Compute the attractive potential.

Computes quadratic attractive potential energy toward goal configuration.

Parameters:

  • q (numpy.ndarray) – Current configuration vector

  • q_goal (numpy.ndarray) – Goal configuration vector

Returns:

  • float – Attractive potential energy

Mathematical Implementation:

\[U_{att}(q) = \frac{1}{2} \xi \|q - q_{goal}\|^2\]
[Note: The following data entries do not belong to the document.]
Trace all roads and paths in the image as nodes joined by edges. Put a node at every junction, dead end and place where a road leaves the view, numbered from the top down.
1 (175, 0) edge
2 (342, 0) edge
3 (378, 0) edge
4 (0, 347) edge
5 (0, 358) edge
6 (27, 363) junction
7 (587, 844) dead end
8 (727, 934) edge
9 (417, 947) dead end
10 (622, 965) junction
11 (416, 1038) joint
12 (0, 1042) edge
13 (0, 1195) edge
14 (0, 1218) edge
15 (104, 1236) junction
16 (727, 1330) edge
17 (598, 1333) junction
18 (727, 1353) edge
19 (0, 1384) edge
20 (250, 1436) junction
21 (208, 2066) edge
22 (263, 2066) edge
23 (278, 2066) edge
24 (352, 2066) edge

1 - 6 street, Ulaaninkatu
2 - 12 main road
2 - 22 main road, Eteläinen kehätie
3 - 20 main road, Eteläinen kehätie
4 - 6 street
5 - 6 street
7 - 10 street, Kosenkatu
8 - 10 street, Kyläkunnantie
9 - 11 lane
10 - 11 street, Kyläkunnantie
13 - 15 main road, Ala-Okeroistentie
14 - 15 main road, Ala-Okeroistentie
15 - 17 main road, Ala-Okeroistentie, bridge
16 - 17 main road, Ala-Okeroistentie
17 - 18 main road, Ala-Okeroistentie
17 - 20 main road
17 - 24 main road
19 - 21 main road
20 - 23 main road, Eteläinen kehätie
Where ξ is the attractive_gain parameter.

Parameters:
Return type:

float

Repulsive Potential#

PotentialField.compute_repulsive_potential(q, obstacles)[source]#

Compute the repulsive potential.

Computes repulsive potential energy from obstacle configurations. Uses inverse distance squared repulsion with influence distance cutoff.

Parameters:

  • q (numpy.ndarray) – Current configuration vector

  • obstacles (list) – List of obstacle configuration vectors

Returns:

  • float – Total repulsive potential energy

Mathematical Implementation:

\[U_{rep}(q) = 10 \sum_{i} 2\eta \left(\frac{1}{\rho_i} - \frac{1}{\rho_0}\right)^2\]

Where: - η is the repulsive_gain parameter - ρᵢ is the distance to obstacle i - ρ₀ is the influence_distance parameter - Scaling factor of 10 applied to final result

Parameters:
Return type:

float

Gradient Computation#

PotentialField.compute_gradient(q, q_goal, obstacles)[source]#

Compute the gradient of the potential field.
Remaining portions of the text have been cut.